Like many other cities, Amsterdam likes to cling to the time when it was the centre of the world. In the exhibition ‘Amsterdam Magisch Centrum (Amsterdam Magical Centre)’ this centre position, for once, is not situated in the seventeenth century Dutch Golden Age, but in the rousing sixties. It was the artist and well known provo-member (a Dutch counterculture) Robert Jasper Grootvelt who declared Amsterdam to be this magical centre. From all over the world, so the exhibition main introductions text and the exhibition’s website tell us, youngsters traveled to Amsterdam. In Amsterdam, things were happening in the late sixties and many wanted to be a part of this magical environment where almost everything was possible.
In accordance with the exhibition’s subtitle, ‘Kunst en tegencultuur 1967-1970 (Art and counterculture 1967-1970)’ The Stedelijk Museum Amsterdam looks back on the different facets, that fifty years ago, made this city such a vibrant place to be. In collaboration with the Rijksmuseum and the Internationaal Instituut voor Sociale Geschiedenis, the Stedelijk Museum has created an exhibition that brings different art forms and social history together. The variety of objects that are displayed consist among other things of pamphlets, photographs, digitized video footage, magazines and art-installations. In this exhibition these objects compose narratives about revolutionary ideas concerning art and social issues like female rights, housing shortage and sexual relationships. Art projects like Waterwalk – a floatable object in which one can walk on water -, a manual for squatters and the erotic magazine Gandalf, shows the visitor that indeed Amsterdam was the place where the magic happened.

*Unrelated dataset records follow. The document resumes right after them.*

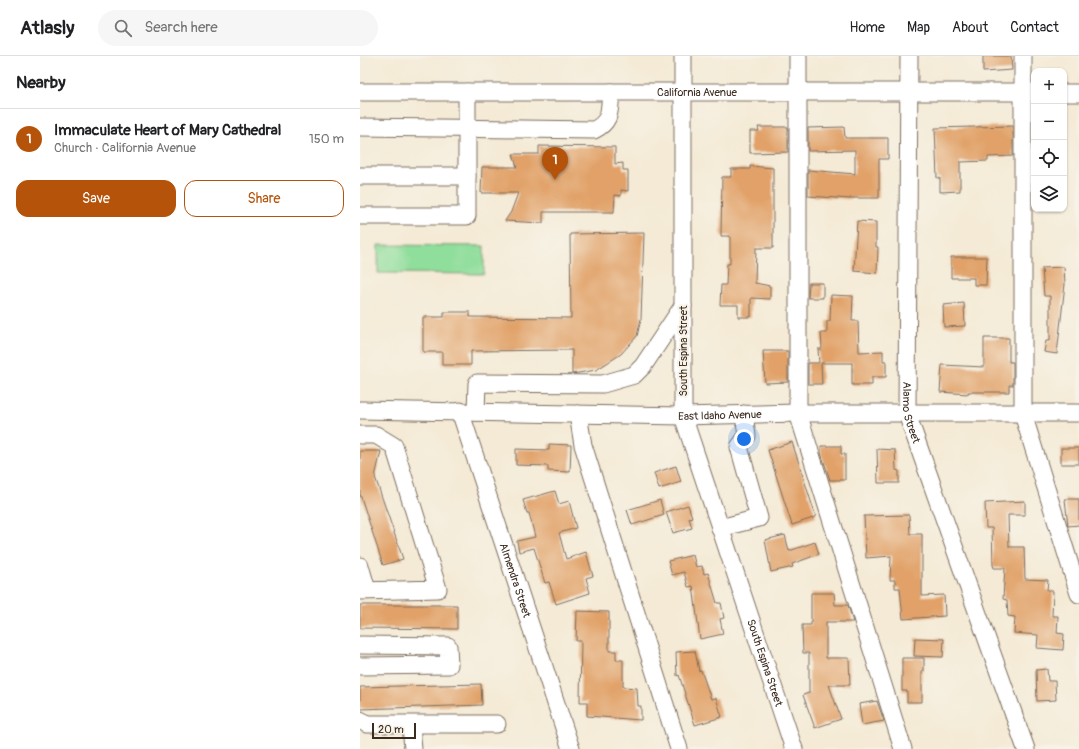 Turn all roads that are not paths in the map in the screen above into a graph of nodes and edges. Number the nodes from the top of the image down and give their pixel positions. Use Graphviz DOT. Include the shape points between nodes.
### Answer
graph roads {
  1 [pos="683,56"];
  2 [pos="798,56"];
  3 [pos="909,56"];
  4 [pos="1023,56"];
  5 [pos="360,92"];
  6 [pos="467,92"];
  7 [pos="611,92"];
  8 [pos="684,92"];
  9 [pos="798,92"];
  10 [pos="909,92"];
  11 [pos="1028,92"];
  12 [pos="1067,93"];
  13 [pos="1079,93"];
  14 [pos="360,127"];
  15 [pos="467,128"];
  16 [pos="360,176"];
  17 [pos="467,176"];
  18 [pos="360,216"];
  19 [pos="683,306"];
  20 [pos="366,410"];
  21 [pos="468,412"];
  22 [pos="798,413"];
  23 [pos="1079,413"];
  24 [pos="578,414"];
  25 [pos="744,414"];
  26 [pos="907,414"];
  27 [pos="1023,414"];
  28 [pos="683,416"];
  29 [pos="368,435"];
  30 [pos="720,528"];
  31 [pos="360,566"];
  32 [pos="364,590"];
  33 [pos="1079,594"];
  34 [pos="360,646"];
  35 [pos="360,666"];
  36 [pos="360,720"];
  37 [pos="497,724"];
  38 [pos="411,725"];
  39 [pos="413,749"];
  40 [pos="571,749"];
  41 [pos="679,749"];
  42 [pos="794,749"];
  43 [pos="903,749"];
  44 [pos="1026,749"];
  1 -- 8 [label="street, South Espina Street"];
  2 -- 9 [label="street"];
  3 -- 10 [label="street, Alamo Street"];
  4 -- 11 [label="street"];
  5 -- 6 [label="street, California Avenue"];
  6 -- 7 [label="street, California Avenue"];
  6 -- 15 [label="street"];
  7 -- 8 [label="street, California Avenue"];
  7 -- 15 [label="street" via="608,119 594,130"];
  8 -- 9 [label="street, California Avenue"];
  8 -- 19 [label="street, South Espina Street"];
  9 -- 10 [label="street, California Avenue"];
  9 -- 22 [label="street"];
  10 -- 11 [label="street, California Avenue"];
  10 -- 26 [label="street, Alamo Street"];
  11 -- 27 [label="street"];
  12 -- 13 [label="street"];
  14 -- 15 [label="street"];
  15 -- 17 [label="street"];
  16 -- 17 [label="street"];
  17 -- 18 [label="street" via="467,216"];
  19 -- 21 [label="street" via="643,366 634,375 603,384 477,383"];
  19 -- 28 [label="street, South Espina Street"];
  20 -- 21 [label="street, East Idaho Avenue"];
  20 -- 29 [label="street"];
  21 -- 24 [label="street, East Idaho Avenue"];
  21 -- 40 [label="street, Almendra Street"];
  22 -- 25 [label="street, East Idaho Avenue"];
  22 -- 26 [label="street, East Idaho Avenue"];
  22 -- 43 [label="street"];
  23 -- 27 [label="street, East Idaho Avenue"];
  24 -- 28 [label="street, East Idaho Avenue"];
  24 -- 41 [label="street" via="583,445"];
  25 -- 28 [label="street, East Idaho Avenue"];
  25 -- 30 [label="street" via="747,436 739,447 759,518"];
  26 -- 27 [label="street, East Idaho Avenue"];
  26 -- 44 [label="street, Alamo Street"];
  27 -- 33 [label="street"];
  28 -- 30 [label="street, South Espina Street"];
  29 -- 32 [label="street" via="394,446 438,589"];
  30 -- 42 [label="street, South Espina Street"];
  31 -- 32 [label="street"];
  34 -- 35 [label="street" via="448,646 449,665"];
  36 -- 38 [label="street" via="367,724"];
  37 -- 38 [label="street"];
  38 -- 39 [label="street"];
}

Different museum texts offer the necessary historical knowledge and information about art culture to indicate these objects. But for those who want to get more out of their museum experience, the Stedelijk Museum offers a free audio tour. The audio tour consists of eight fragments and is also available online. Each fragment starts and ends with upbeat sixties music which evoke the feeling that you are right inside and part of the magical centre. In most of the fragments one listens besides the omniscient narrator, to various other people who are concerned with the room’s theme, and some fragments contain original sound recordings. Besides curatorial authoritative voices, such as Rijksmuseum conservator Harm Stevens, the audio tour uses voices of people who have experienced the late sixties in Amsterdam themselves. For this reason the audio tour could be considered an example of oral history. It tells the stories of people who were there. Artist Iris de Leeuw tells about the art collectief Luuks Laboratorium and the suits they produced, Artist Tjebbe van Tijen tells about an exhibition on the 1968 student uprising in Paris he contributed on and Dunja Verwij tells about the time when she was strictly involved in Dolle Mina (a Dutch feminist group).

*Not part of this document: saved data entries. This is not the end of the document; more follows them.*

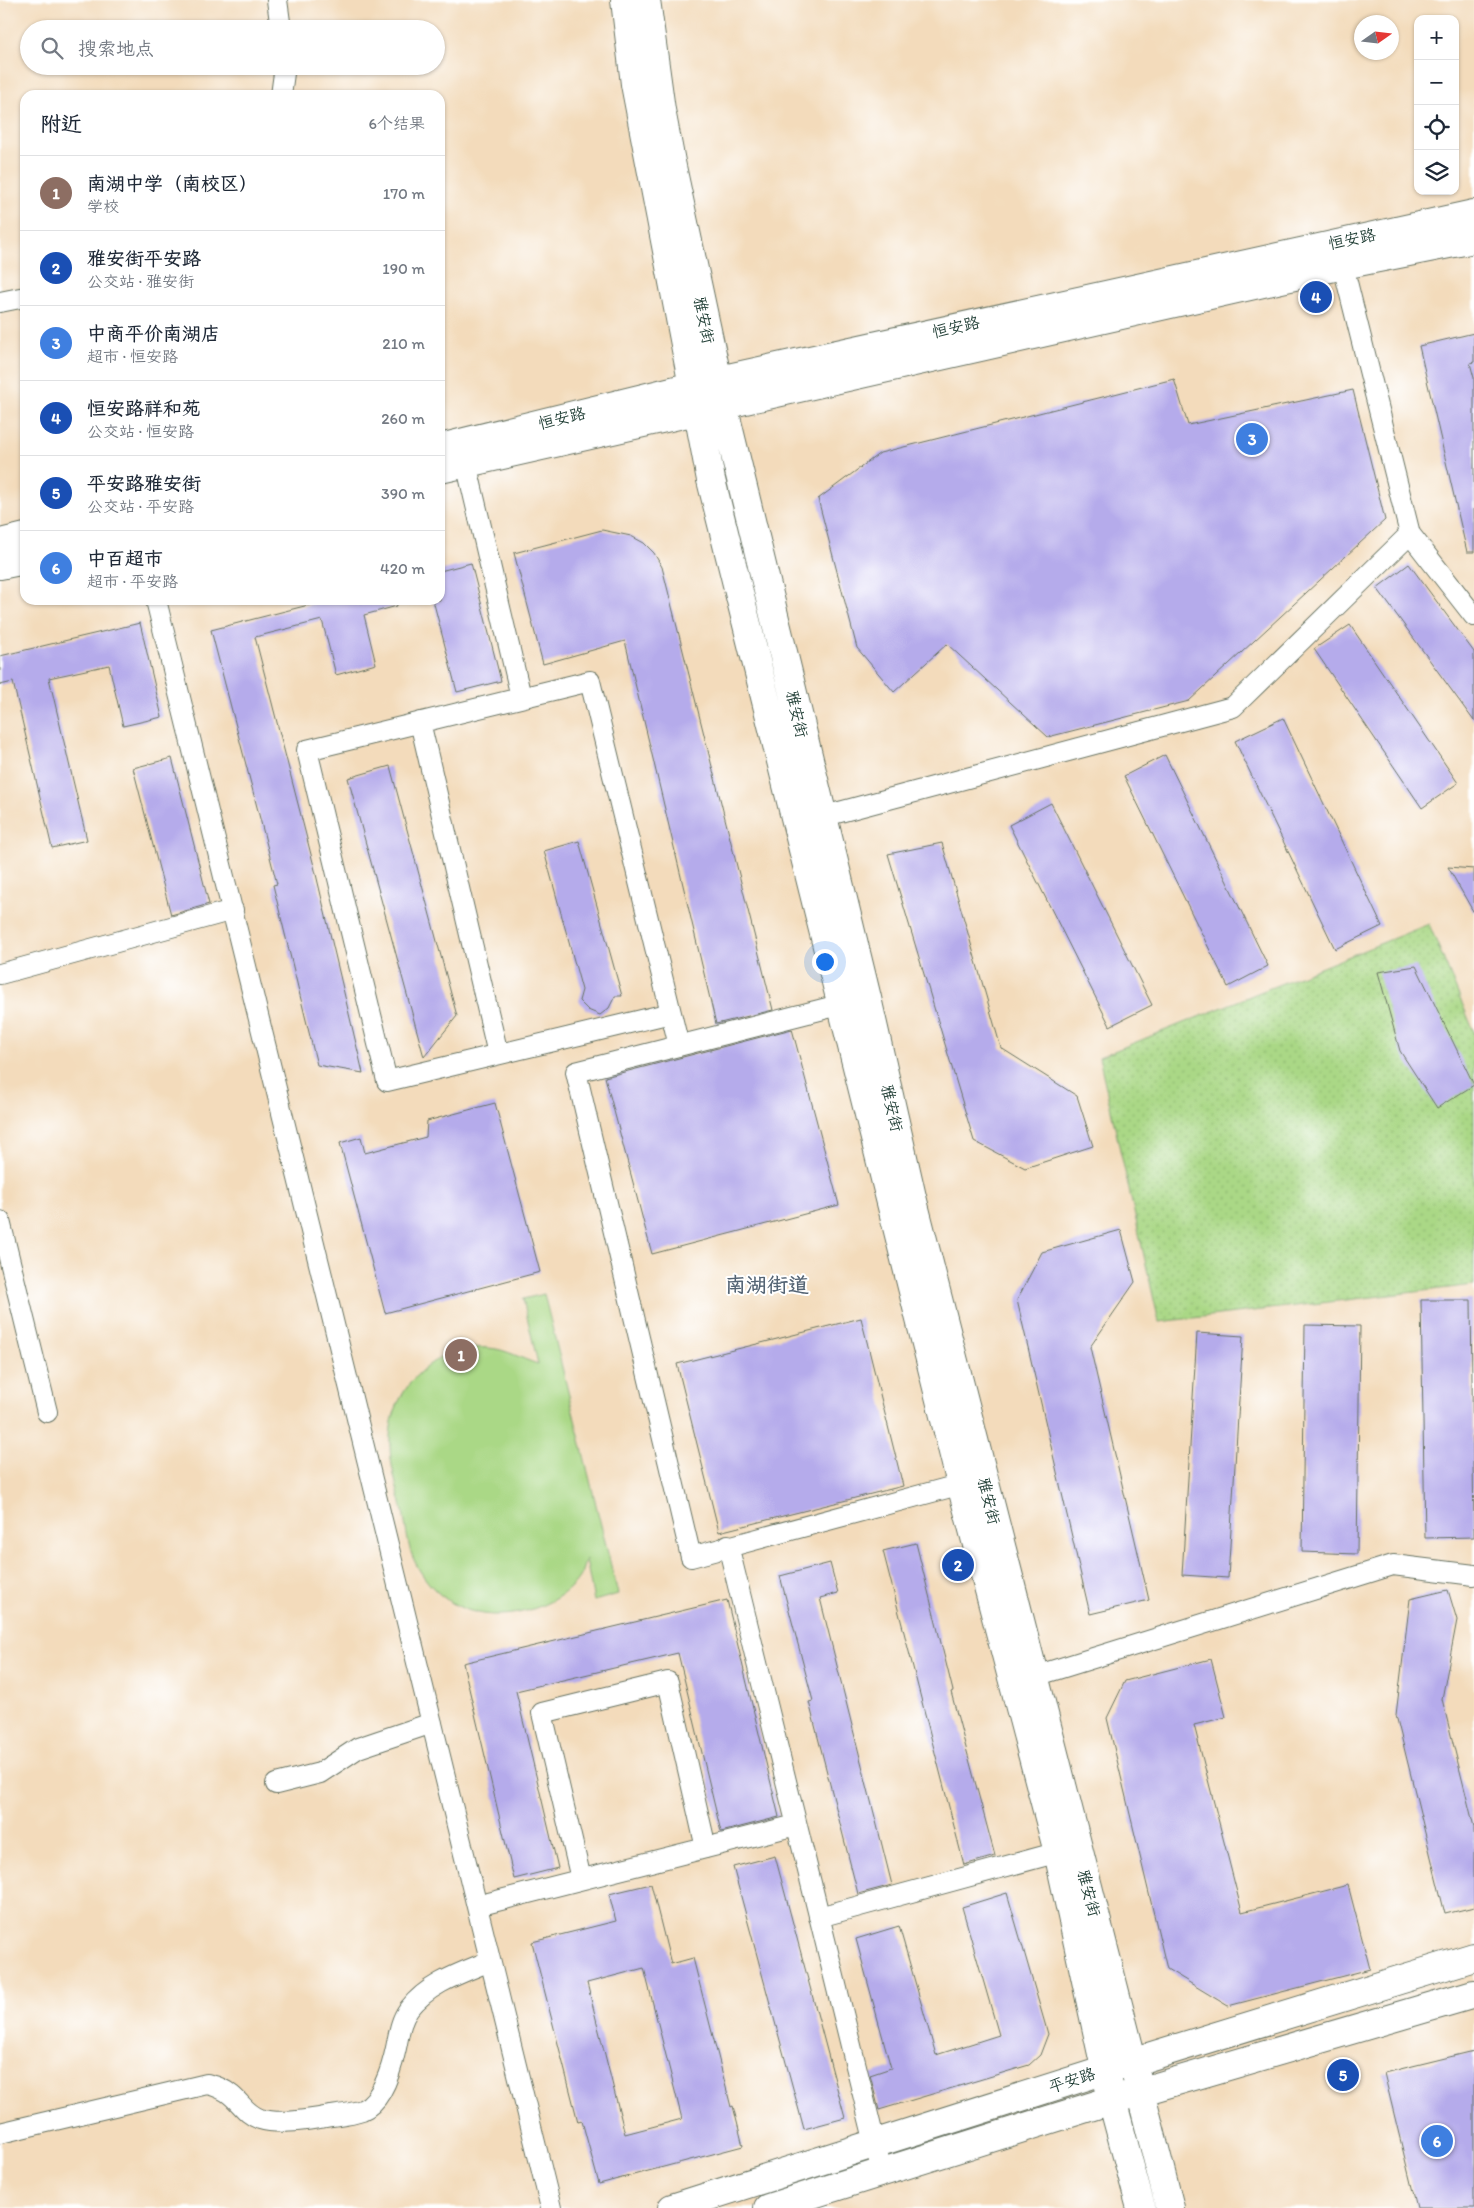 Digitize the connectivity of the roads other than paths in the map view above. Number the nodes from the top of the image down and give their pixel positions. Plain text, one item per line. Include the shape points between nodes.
1 (277, 0) edge
2 (625, 0) edge
3 (646, 0) edge
4 (280, 20) edge
5 (284, 75) edge
6 (282, 90) edge
7 (1474, 214) edge
8 (1474, 239) edge
9 (1340, 253) junction
10 (20, 298) edge
11 (0, 302) edge
12 (707, 396) junction
13 (452, 456) edge
14 (1410, 534) junction
15 (20, 539) edge
16 (0, 543) edge
17 (20, 561) edge
18 (0, 565) edge
19 (157, 605) edge
20 (1471, 608) edge
21 (520, 698) junction
22 (420, 722) junction
23 (822, 818) junction
24 (233, 910) junction
25 (0, 974) edge
26 (854, 1002) junction
27 (671, 1013) junction
28 (679, 1046) junction
29 (498, 1054) junction
30 (0, 1221) edge
31 (46, 1412) dead end
32 (973, 1481) junction
33 (728, 1546) junction
34 (1474, 1575) edge
35 (1032, 1677) junction
36 (432, 1723) junction
37 (276, 1784) dead end
38 (796, 1825) junction
39 (706, 1848) junction
40 (1067, 1850) junction
41 (581, 1879) junction
42 (477, 1906) junction
43 (819, 1917) junction
44 (1474, 1957) edge
45 (490, 1961) junction
46 (1474, 1994) edge
47 (1134, 2062) junction
48 (1106, 2070) junction
49 (1141, 2091) junction
50 (1112, 2100) junction
51 (0, 2133) edge
52 (875, 2143) junction
53 (882, 2172) junction
54 (813, 2201) edge
55 (551, 2208) edge
56 (672, 2208) edge
57 (768, 2208) edge
58 (1141, 2208) edge
59 (1170, 2208) edge

1 - 4 street
2 - 12 main road, 雅安街 via 635,84
3 - 12 main road, 雅安街
5 - 6 street
7 - 9 main road, 恒安路
8 - 9 main road, 恒安路
9 - 12 main road, 恒安路
9 - 14 street
10 - 11 street
12 - 13 main road, 恒安路
12 - 23 main road, 雅安街
12 - 26 main road, 雅安街 via 711,480
13 - 21 street
14 - 20 street
14 - 23 street via 1233,707
15 - 16 main road
17 - 18 main road
19 - 24 street
21 - 22 street
21 - 27 street via 590,681
22 - 29 street
22 - 29 street via 307,750 387,1081
23 - 26 main road, 雅安街
24 - 25 street
24 - 36 street
26 - 28 street
26 - 32 main road, 雅安街 via 912,1197
27 - 28 street
27 - 29 street
28 - 33 street via 576,1072 691,1557
30 - 31 street
32 - 33 street
32 - 35 main road, 雅安街
32 - 40 main road, 雅安街
33 - 38 street
34 - 35 street via 1394,1566
35 - 40 main road, 雅安街
36 - 37 street via 358,1748 320,1773
36 - 42 street
38 - 39 street
38 - 43 street
39 - 41 street
39 - 41 street via 668,1682 561,1708 542,1713
40 - 43 street
40 - 47 main road, 雅安街
40 - 48 main road, 雅安街
41 - 42 street
42 - 45 street
43 - 52 street
44 - 47 main road, 平安路
45 - 51 street via 436,1984 410,2008 402,2020 385,2081 374,2101 363,2110 281,2121 261,2119 248,2114 231,2095 207,2084
45 - 55 street
46 - 49 main road, 平安路
47 - 48 main road, 平安路
47 - 49 main road, 雅安街
48 - 50 main road, 雅安街
48 - 52 main road, 平安路
49 - 50 main road, 平安路
49 - 59 main road, 雅安街
50 - 53 main road, 平安路
50 - 58 main road, 雅安街
52 - 53 street
52 - 56 main road, 平安路
53 - 54 main road, 平安路
54 - 57 main road, 平安路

These emblematic examples show that the oral history that appear in this audio tour is not the kind of oral history that gives voice to formerly neglected people. So although the audio tour offers a wide and tenable variety of speakers, it seems fair to say the voices we hear, belong to the somewhat higher classes of society. In addition, the audio tour could be perceived as ‘associated with institutional authority and [a] mechanism used to control knowledge and its consumption’. This interesting perception of media tools, brought up by curator Gwyneira Isaac, seems applicable to this audio tour. The audio tour, therewith the curator, and therewith the museum, decides who’s voices guide you through the exhibition. Like in many audio tours, the curator and the museum decides who speaks and who does not.

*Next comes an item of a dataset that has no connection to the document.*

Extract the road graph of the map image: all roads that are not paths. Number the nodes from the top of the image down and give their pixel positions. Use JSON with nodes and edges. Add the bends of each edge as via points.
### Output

It would be interesting, and for this exhibition quite suitable, to develop an audio tour at which the museum visitor can make his own choices. When for example the audio provides a narrative about the upcoming squatters movement, the visitor could be given the choice to listen to A: an artistic squatter who supported the movement, B: a working-class man or woman who rejected the movement, or to listen to both. This kind of additions could make the audio tour more socially divers and the visitor can decide for himself which voice or voices speak to him. Of course generally, it would still be the curator and the museum who assemble the audio tour so even such a multiple-voiced tour would in a sense be the curators choice. But at the same time, it would give the visitor more control about the knowledge he receives.
Since the Stedelijk Museum is chiefly considered as an art museum and to lesser extend as a historical museum, the choice to include a lot of artist in the audio tour is evident, but also a bit exclusive. In an exhibition like ‘Amsterdam Magisch Centrum’, an exhibition that is obviously strongly connected to social history, a more inclusive, multiple-voiced approach would suit the audio tour very wel.